Fu così che nel 1957 Lawrence Ferlinghetti, proprietario della storica casa editrice indipendente City Lights di San Francisco, fece scoppiare a sua insaputa il maggior caso editoriale del XX secolo; egli infatti rimase folgorato dall’incredibile innovazione stilistica apportata da Ginsberg e decise di pubblicare la sua opera, non tenendo conto però dell’impatto devastante che avrebbe avuto sull’opinione pubblica americana. Da quel momento si scatenò un pandemonio nel mondo letterario e Ferlinghetti venne arrestato con l’accusa di oscenità per la pubblicazione del poema, considerato uno scandalo dalla critica conformista che lo accusò di essere totalmente “negativo” e inutilmente osceno. Sia per quanto riguarda i temi trattati (il testo narra l’insoddisfazione e l’impotenza delle classi disagiate posta a confronto del capitalismo “schiacciasassi” tipico delle città moderne, che tutto prende e niente dà), sia per i costanti riferimenti alle tendenze omosessuali ed all’uso di droghe.

“La poesia non è un’espressione. È il tempo di notte, dormire nel letto, pensiero di quello che realmente pensi, rendere il mondo privato pubblico, ed è questo che il poeta fa.”

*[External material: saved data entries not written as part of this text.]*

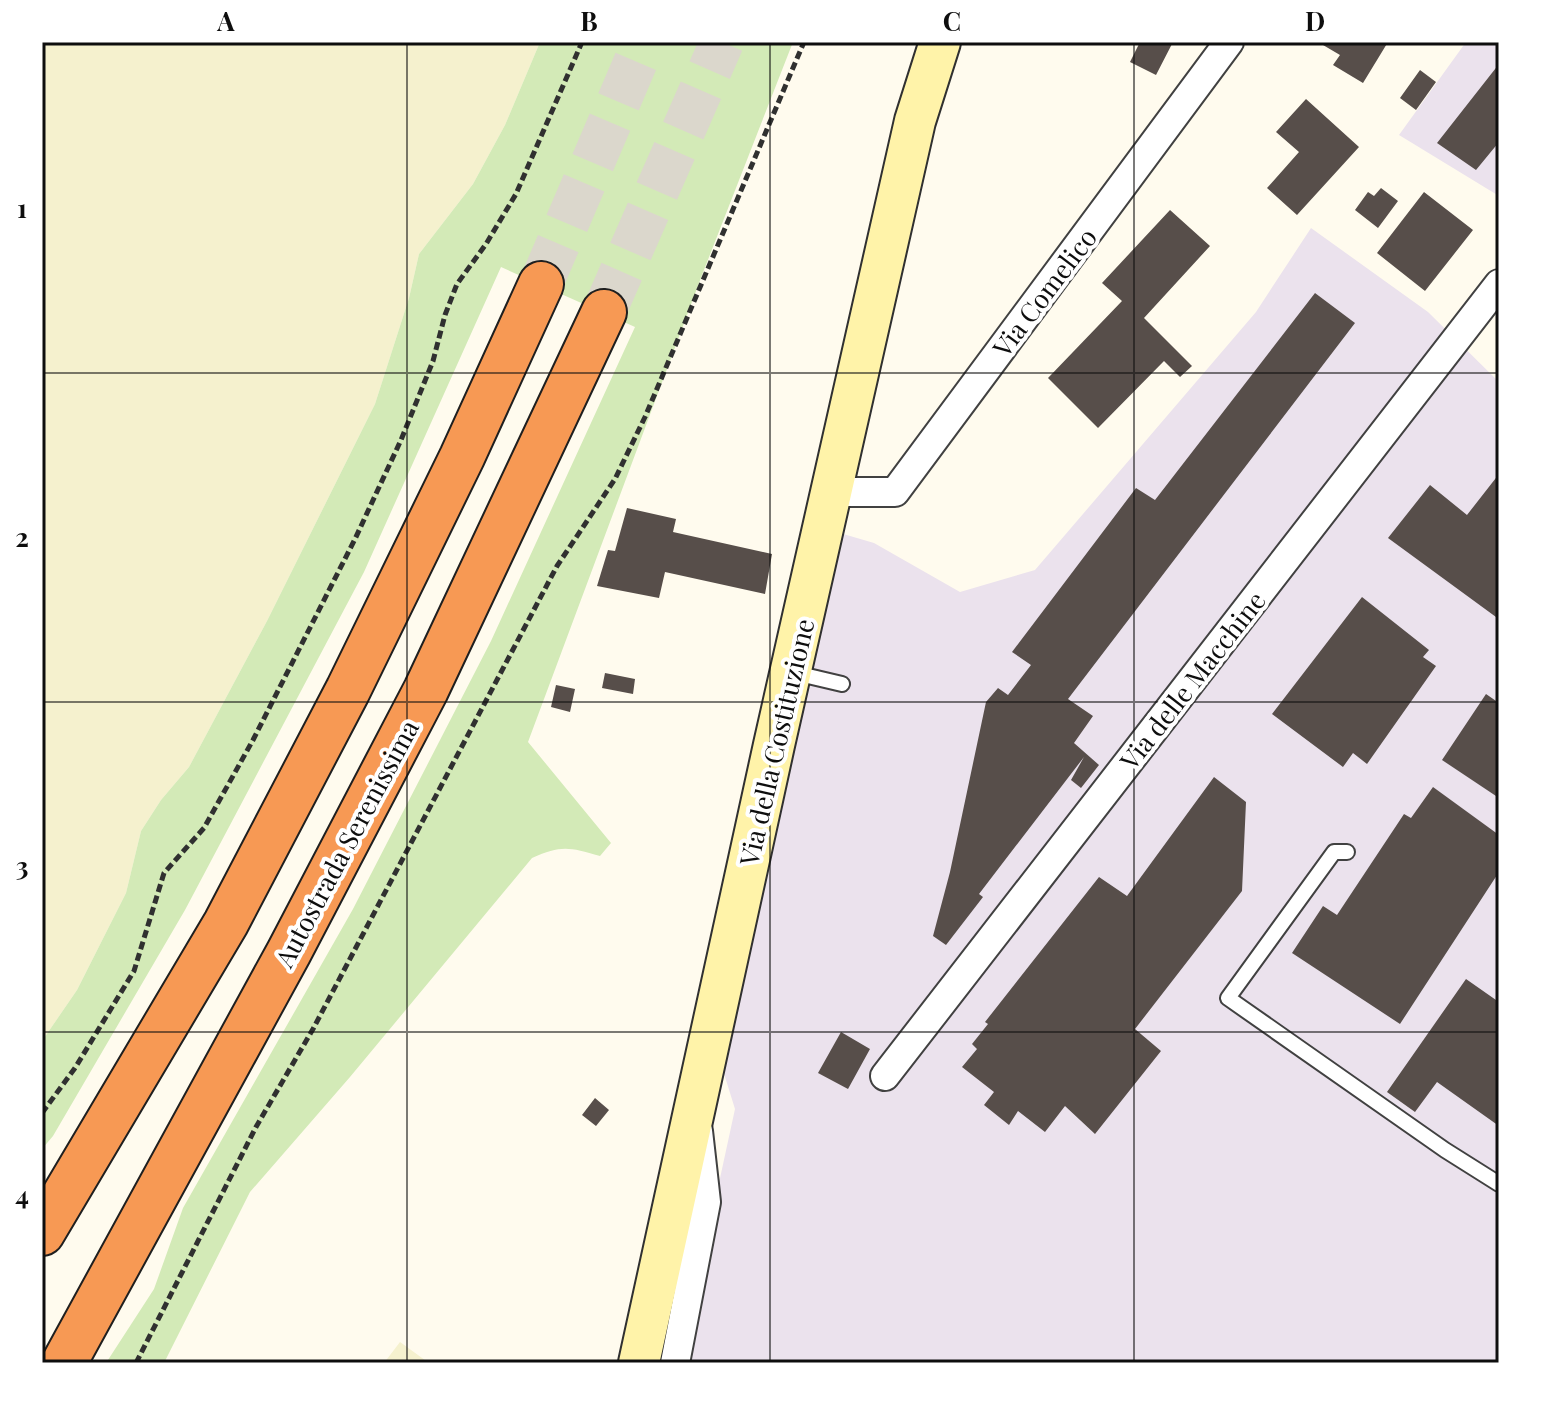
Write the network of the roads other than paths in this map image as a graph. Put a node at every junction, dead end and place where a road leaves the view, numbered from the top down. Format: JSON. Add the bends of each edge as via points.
{"nodes":[{"id":1,"x":924,"y":42,"type":"edge"},
{"id":2,"x":940,"y":42,"type":"edge"},
{"id":3,"x":1229,"y":42,"type":"edge"},
{"id":4,"x":915,"y":121,"type":"junction"},
{"id":5,"x":541,"y":284,"type":"tunnel mouth"},
{"id":6,"x":1499,"y":284,"type":"edge"},
{"id":7,"x":604,"y":312,"type":"tunnel mouth"},
{"id":8,"x":833,"y":492,"type":"junction"},
{"id":9,"x":791,"y":672,"type":"junction"},
{"id":10,"x":842,"y":684,"type":"dead end"},
{"id":11,"x":1347,"y":852,"type":"dead end"},
{"id":12,"x":885,"y":1076,"type":"dead end"},
{"id":13,"x":696,"y":1109,"type":"junction"},
{"id":14,"x":1499,"y":1184,"type":"edge"},
{"id":15,"x":42,"y":1233,"type":"edge"},
{"id":16,"x":64,"y":1363,"type":"edge"},
{"id":17,"x":639,"y":1363,"type":"edge"},
{"id":18,"x":675,"y":1363,"type":"edge"}],
"edges":[{"from":1,"to":4,"type":"main road"},
{"from":2,"to":4,"type":"main road"},
{"from":3,"to":8,"type":"street","name":"Via Comelico","via":[[895,492]]},
{"from":4,"to":8,"type":"main road","name":"Via della Costituzione"},
{"from":5,"to":15,"type":"highway","via":[[355,677],[226,923]]},
{"from":6,"to":12,"type":"street","name":"Via delle Macchine"},
{"from":7,"to":16,"type":"highway","name":"Autostrada Serenissima","via":[[426,690]]},
{"from":8,"to":9,"type":"main road","name":"Via della Costituzione"},
{"from":9,"to":10,"type":"lane"},
{"from":9,"to":13,"type":"main road","name":"Via della Costituzione"},
{"from":11,"to":14,"type":"lane","via":[[1334,852],[1228,998]]},
{"from":13,"to":17,"type":"main road","name":"Via della Costituzione"},
{"from":13,"to":18,"type":"street","via":[[706,1202]]}]}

Il processo si concluse positivamente grazie all’intervento in soccorso della casa editrice da parte di migliaia di letterati, entusiasti dalla ventata freschezza apportata dal poeta e bisognosi di una svolta improvvisa che mancava dai tempi di Fitzgerald e della Lost Generation. Si unì al coro di consensi anche l’Unione per le Libertà Civili Americane, la quale per la prima volta nella storia del sistema giudiziario americano chiamò in causa il primo emendamento, che tutelava la libertà di parola e stampa. Fu così che involontariamente questa sentenza aumentò ulteriormente la già considerevole risonanza del poema nel panorama letterario mondiale e lo tramutò in colonna portante della letteratura americana contemporanea, oltre che un’icona di speranza e simbolo di cambiamento per generazioni intere.

“Sono con te a Rockland
Nei miei sogni cammini gocciolando da un viaggio di mare – sull’autostrada
Attraverso l’America in lacrime verso la porta della mia villetta
Nella notte dell’Occidente.”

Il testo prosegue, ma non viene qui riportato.